Encavis AG
- Type: Aktiengesellschaft
- ISIN: DE0006095003
- Industry: Renewable energy
- Founded: 2001; 25 years ago
- Headquarters: Hamburg, Germany
- Revenue: €487.3 million (2022)
- Number of employees: 303 (2022)
- Website: encavis.com/en

= Encavis =

Renewable energy company

Encavis AG is a publicly listed company based in Hamburg that operates solar parks and onshore wind farms in twelve European countries as an independent power producer. The installations for sustainable energy generation generate income through guaranteed feed-in tariffs (FIT) or long-term power purchase agreements (PPA). The Encavis Group's total generation capacity is around 3.5 gigawatts (GW) (as of June 2023).

The company reported that it operated over 200 solar parks and over 90 wind farms with an output of over 3 GW in Germany, Denmark, Finland, France, the UK, Ireland, Italy, Lithuania, the Netherlands, Sweden, Spain and Austria in March 2023.

== History ==
Encavis AG was formed in 2001 as Capital Stage AG by transferring the investments of Futura Capitalis AG to HWAG Hanseatisches Wertpapierhandelshaus AG, which has been listed on the stock exchange since 1998. Initially, the company was a private equity company and held investments in solar companies such as Conergy and Inventux Solar Technologies.
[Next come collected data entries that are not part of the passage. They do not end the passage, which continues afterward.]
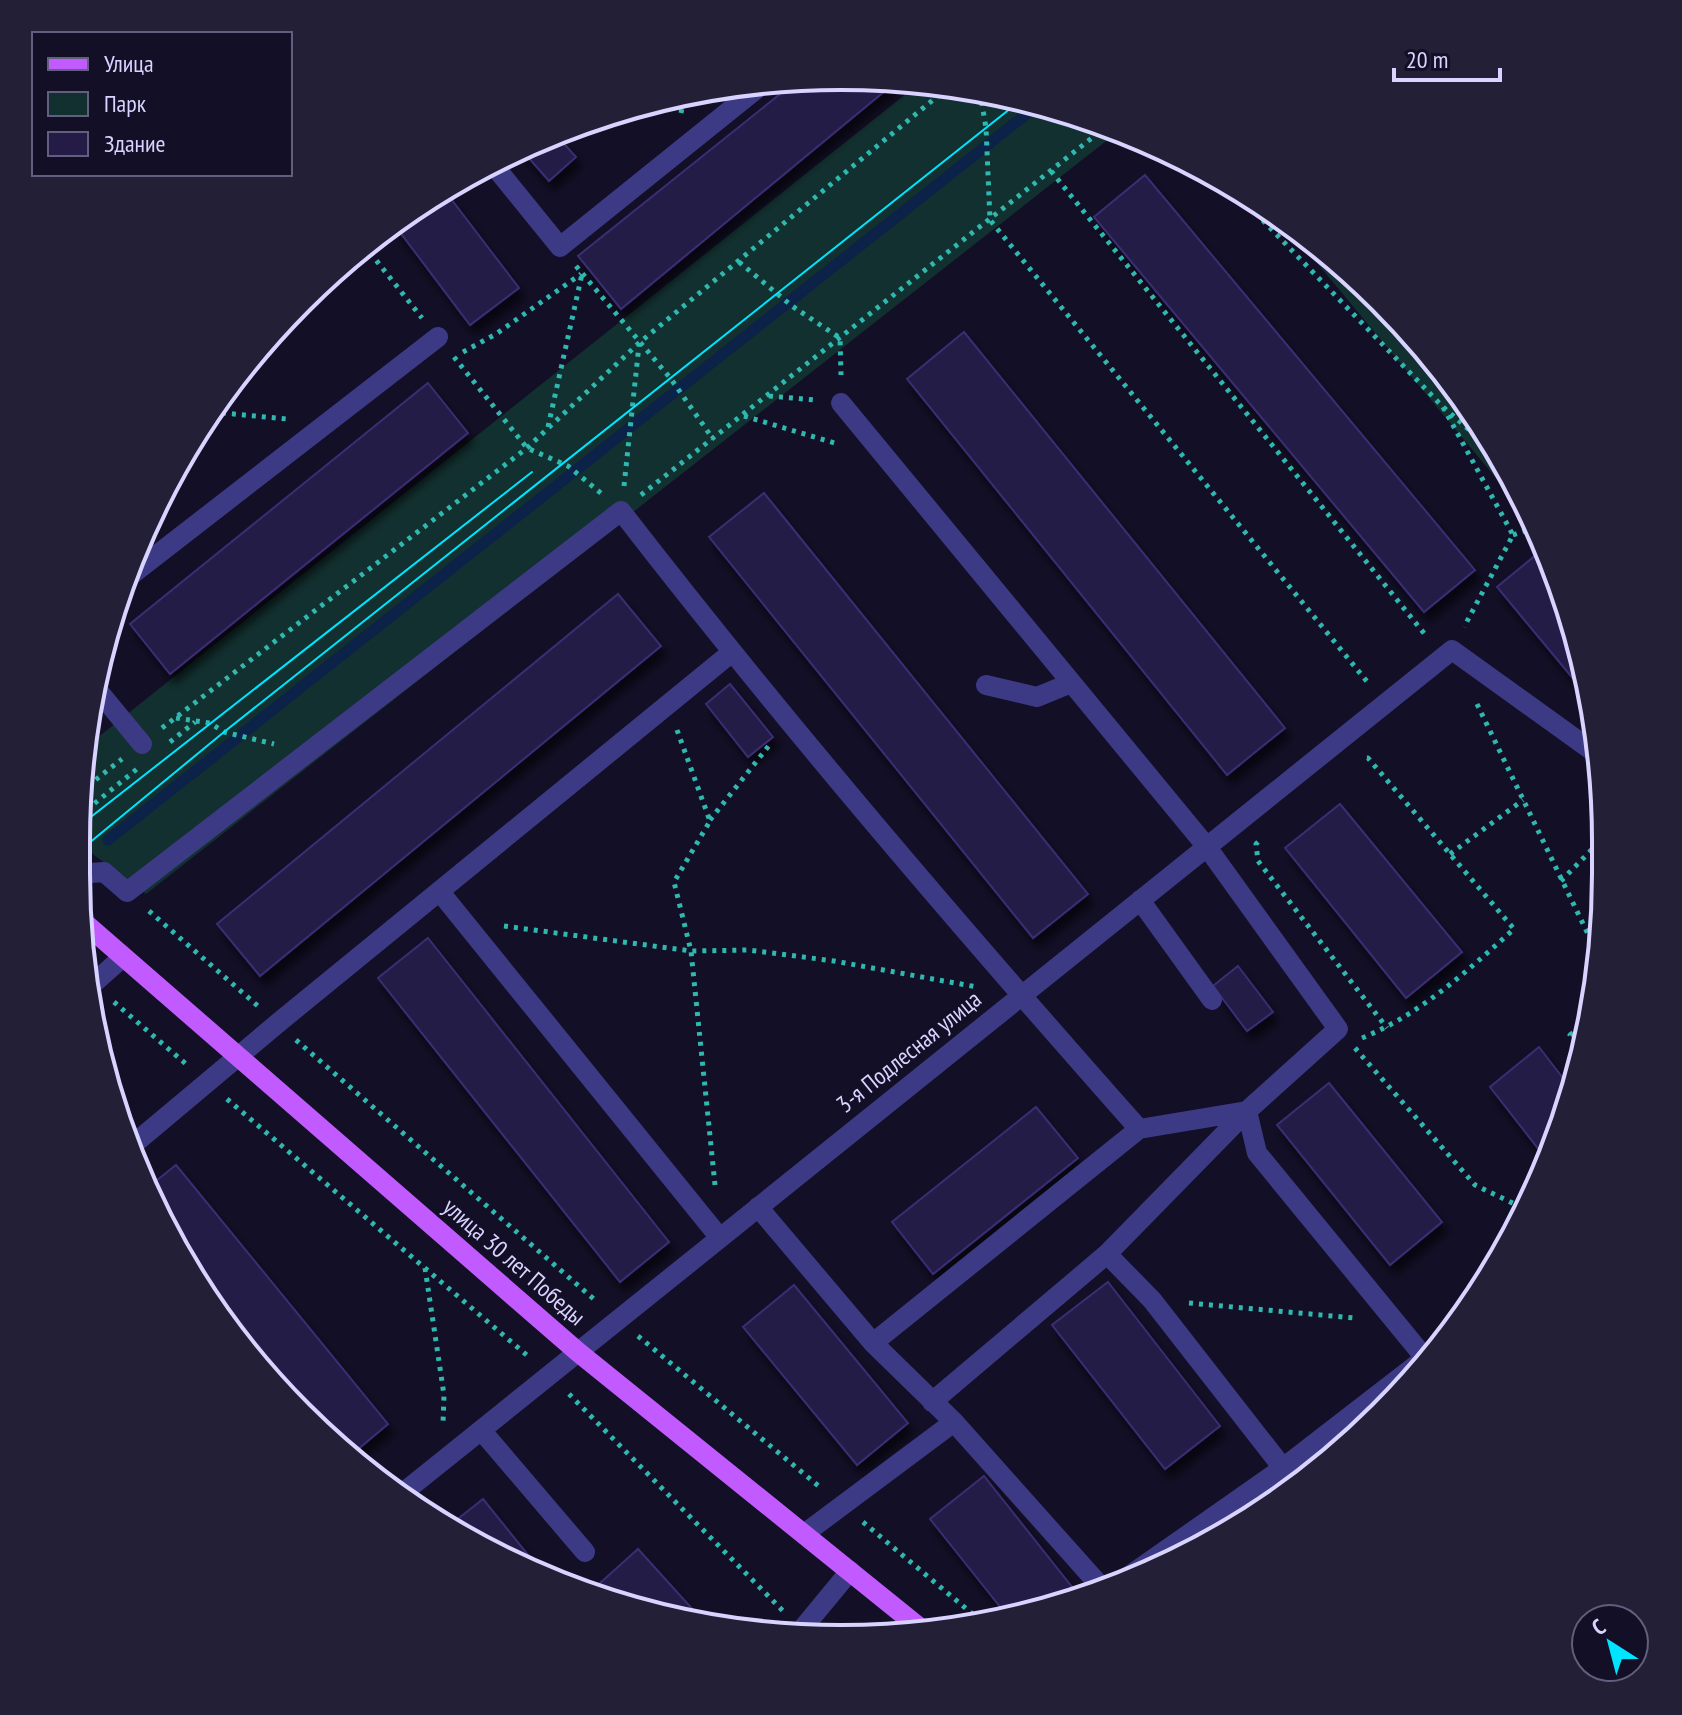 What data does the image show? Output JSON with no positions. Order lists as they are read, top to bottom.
{
  "streets": {
    "main road": ["улица 30 лет Победы"],
    "street": ["3-я Подлесная улица"]
  },
  "crossings": [
    ["3-я Подлесная улица", "улица 30 лет Победы"]
  ],
  "legend": ["Улица", "Парк", "Здание"],
  "scale_bar": "20 m",
  "north": "top left"
}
In the years that followed, the company transformed itself into an investor and operator of (ground-mounted) solar parks and (onshore) wind farms.

On May 30, 2016, Capital Stage AG announced a takeover bid for its competitor Chorus Clean Energy AG. The takeover bid was structured as a pure share swap and ended on October 5, 2016. Capital Stage AG owned 94.42% of Chorus Clean Energy AG. On March 8, 2017, Capital Stage announced that it had acquired additional shares in Chorus Clean Energy AG and now owns more than 95% of the shares of Chorus Clean Energy AG.

In February 2018, Capital Stage AG changed its name to Encavis AG. According to its own information, Encavis is one of the leading independent operators of solar and wind parks in Europe with a total capacity of more than 3 gigawatts.

At the end of October 2022, Encavis AG acquired a majority stake in Stern Energy S.p.A., headquartered in Parma, Italy. The company is a specialized provider of technical services for the installation, operation, maintenance and revamping of photovoltaic systems.

In December 2025, it was announced that Encavis had acquired five operational solar parks in Italy from the Italian subsidiary of EDP Renováveis. The portfolio comprises projects located in the Lazio and Puglia regions with a combined capacity of 248 MW, alongside a further 17 MW under development, increasing Encavis’s total solar capacity in Italy.

== Holdings ==
The Encavis Group includes the subsidiaries Encavis Asset Management AG in Neubiberg and Stern Energy S.p.A. in Parma, Italy.